Greed. That’s OK for a one-word answer. But the editor allots me 800 words each week, so I should say a little more. I could say that before their sudden death, the investment banks were not subject to the same regulatory controls we place on commercial banks. But that is still not enough.

What we need to say has not been widely said. We need to peel the onion again and chase to the great con game – a game that has taken the air out of the credit markets. Remember, private con artists don’t give a hoot about public confidence. And confidence is what drives our credit based economy. And makes the U.S. dollar accepted around the globe.

So why did it happen? Here is my take: The Law of Unintended Results trumped The Laws of Finance. Good intentions to help a few unglued the bond of confidence that works so well for so many.

During the Clinton era there was considerable talk about how its racial and class affirmative-action policies could be extended into a new field – home ownership. In effect, the administration and its party asked if it was possible to reverse “red lining” – that despicable method whereby those in certain neighborhoods were denied credit simply because of where they sat, not because of their credit standing. For everyone knew that the majority who lived within those red lines were minorities.

Well, Clinton & Co. accomplished mission impossible. One company member was previously the president’s budget director, the head of the Office of Management and Budget, a once-proud agency where I spent a few years.
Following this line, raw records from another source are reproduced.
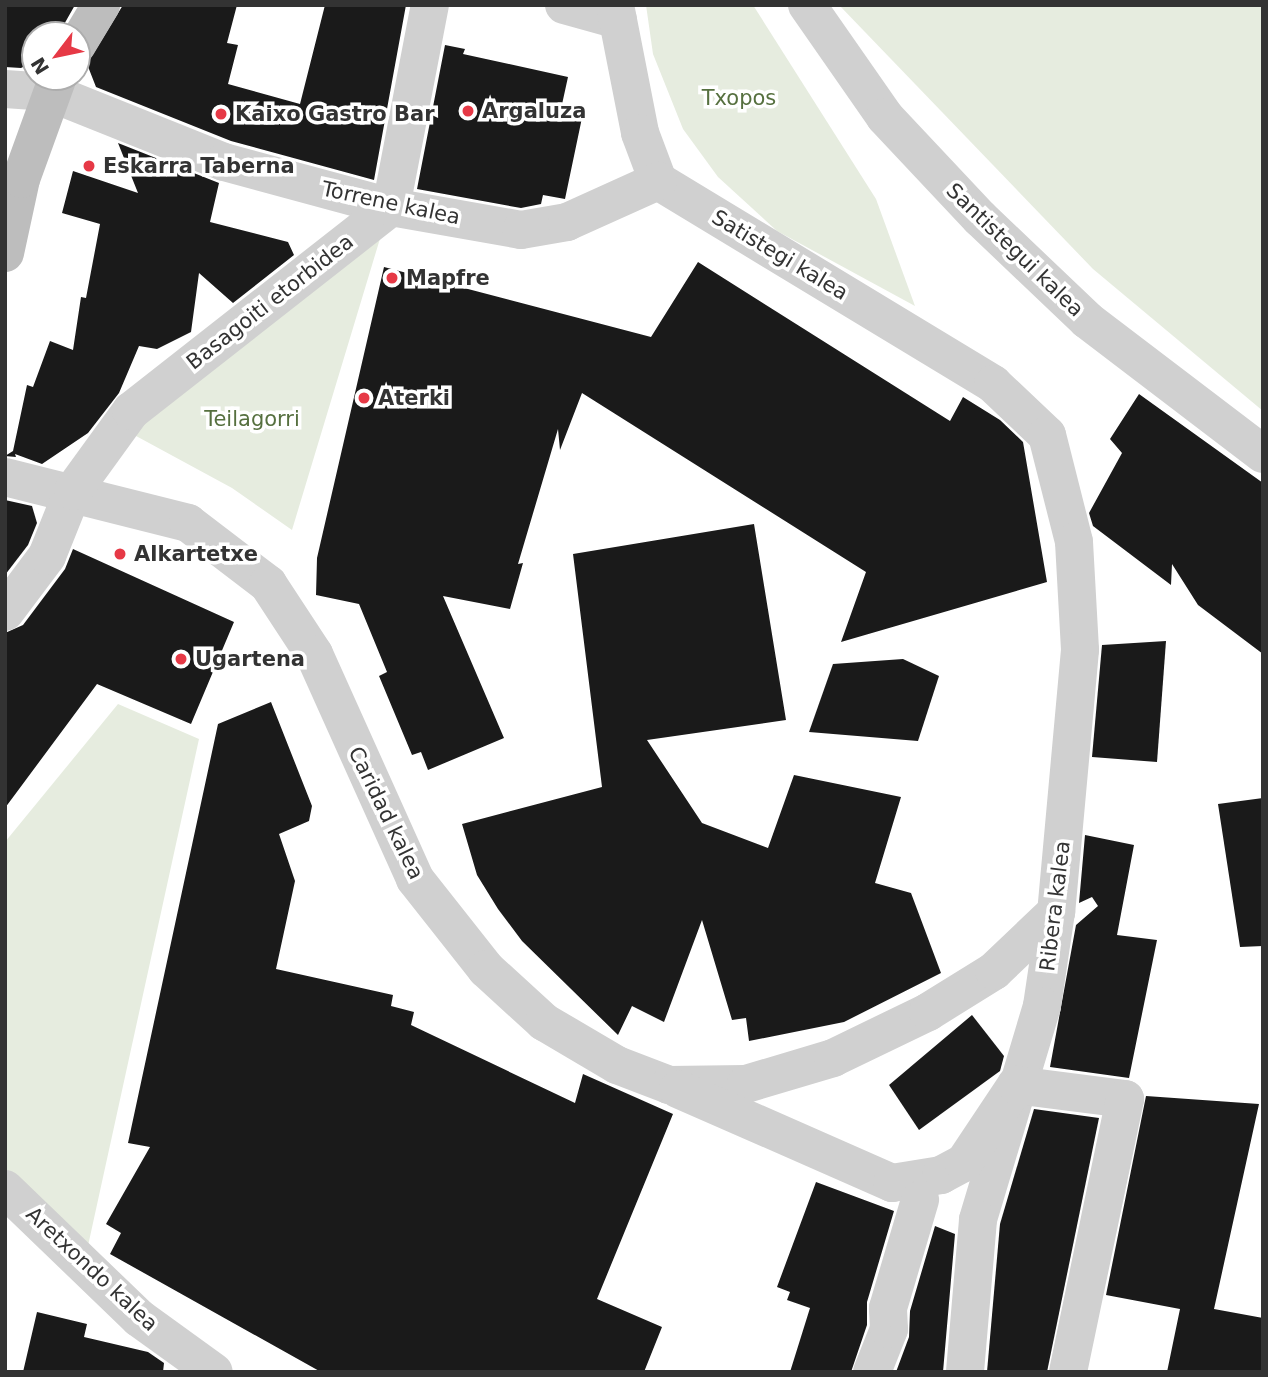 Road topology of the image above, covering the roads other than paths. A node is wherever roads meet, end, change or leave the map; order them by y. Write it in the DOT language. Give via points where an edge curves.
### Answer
graph roads {
  1 [pos="101,5"];
  2 [pos="430,5"];
  3 [pos="807,5"];
  4 [pos="598,10"];
  5 [pos="91,22"];
  6 [pos="51,91"];
  7 [pos="68,91"];
  8 [pos="658,181"];
  9 [pos="391,207"];
  10 [pos="5,253"];
  11 [pos="1048,435"];
  12 [pos="1263,454"];
  13 [pos="5,477"];
  14 [pos="73,491"];
  15 [pos="5,612"];
  16 [pos="1056,912"];
  17 [pos="669,1085"];
  18 [pos="1016,1085"];
  19 [pos="5,1189"];
  20 [pos="906,1192"];
  21 [pos="978,1220"];
  22 [pos="214,1372"];
  23 [pos="873,1372"];
  24 [pos="965,1372"];
  25 [pos="1068,1372"];
  1 -- 5 [label="street"];
  2 -- 9 [label="street"];
  3 -- 12 [label="street, Santistegui kalea" via="885,117 980,218 1087,320"];
  4 -- 8 [label="street"];
  6 -- 10 [label="street" via="21,179"];
  7 -- 9 [label="street, Torrene kalea" via="224,162"];
  8 -- 9 [label="street, Torrene kalea" via="567,222 521,230"];
  8 -- 11 [label="street, Satistegi kalea" via="993,384"];
  9 -- 14 [label="street, Basagoiti etorbidea" via="131,411"];
  11 -- 16 [label="street, Ribera kalea" via="1074,542 1080,650"];
  13 -- 14 [label="street, Caridad kalea"];
  14 -- 15 [label="street, Basagoiti etorbidea" via="47,556"];
  14 -- 17 [label="street, Caridad kalea" via="188,523 268,584 314,654 415,878 486,969 544,1022 617,1065"];
  16 -- 17 [label="street, Caridad kalea" via="994,971 928,1012 833,1058 746,1084"];
  16 -- 18 [label="street, Ribera kalea" via="1042,1006"];
  17 -- 20 [label="street"];
  18 -- 20 [label="street" via="964,1163"];
  18 -- 21 [label="street, Ribera kalea"];
  18 -- 25 [label="street" via="1125,1099"];
  19 -- 22 [label="street, Aretxondo kalea" via="139,1318"];
  20 -- 21 [label="street" via="932,1208"];
  20 -- 23 [label="street" via="888,1308 889,1329"];
  21 -- 24 [label="street, Ribera kalea"];
} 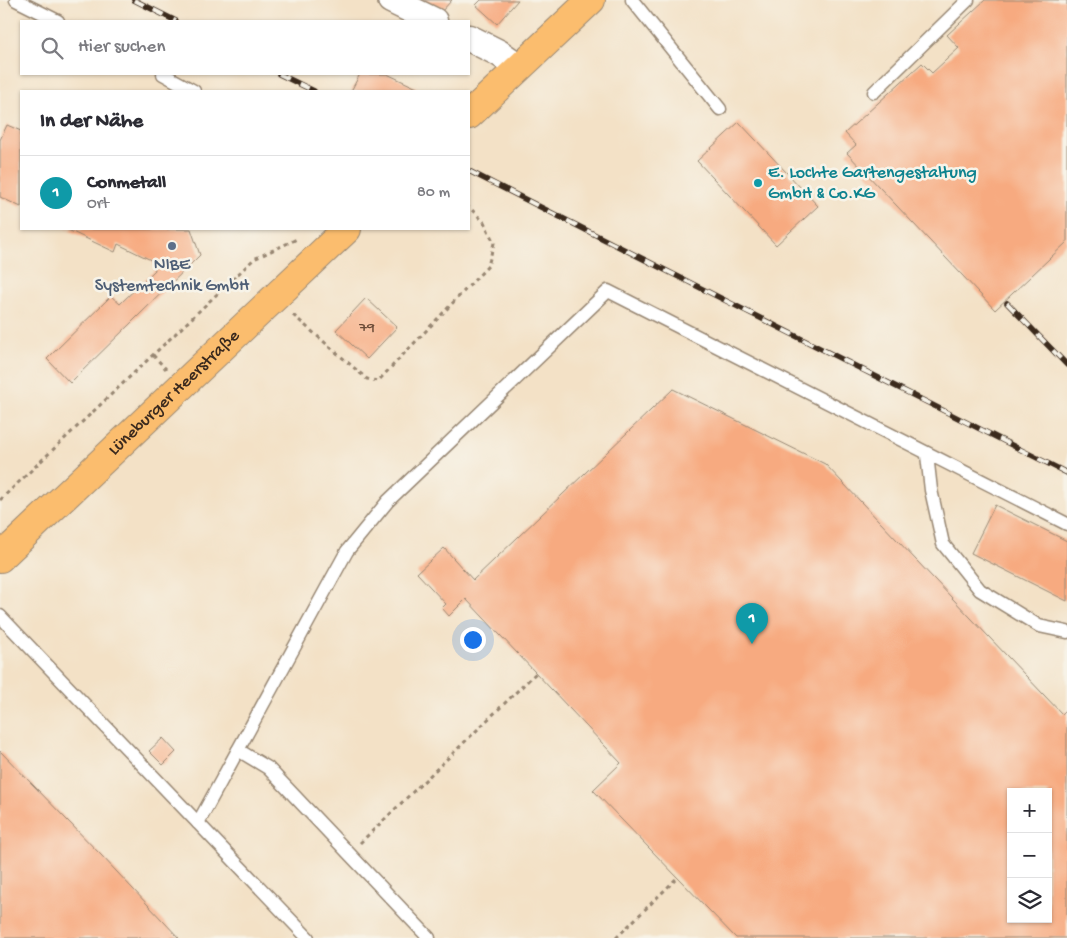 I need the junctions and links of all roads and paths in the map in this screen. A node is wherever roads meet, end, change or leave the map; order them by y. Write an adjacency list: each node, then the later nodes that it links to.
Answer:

His name: Franklin Raines. His next job: the head of Fannie Mae: His parachute: golden.

Raines and others ran such a successful sleuth operation of extending affirmative action to the housing sector that L.A. Times reporter Ron Brownstein hailed it as one of the “hidden success stories of the Clinton administration,” saying that “black and Latino home ownership has surged to the highest level ever recorded.”

Yet there were those in 1998 who saw 2008 coming. They said that whenever the housing cycle takes its normal downturn that no down payment mortgages could exceed a home’s selling price.

Sorry to say, their sensible voices were not heard. In 2001, the new president’s chief economist, Gregory Mankiw, warned of the “implicit subsidy” of Raines’ old agency, that providing loans to unqualified borrowers was creating a risk for the entire financial system. Rep. Barney Frank, now assigned to clean up a mess he denied would ever happen, told Mankiw that he had “no concern about housing.” And in 2005, congressional Republicans attempted to place Fannie and Freddie under some controls. Their bill died.

Nonetheless, the N.Y. Times seemed pleased. It reported that both Fannie and Freddie were “under heavy assault by the Republicans,” but these entities had “important political allies” with the Democrats.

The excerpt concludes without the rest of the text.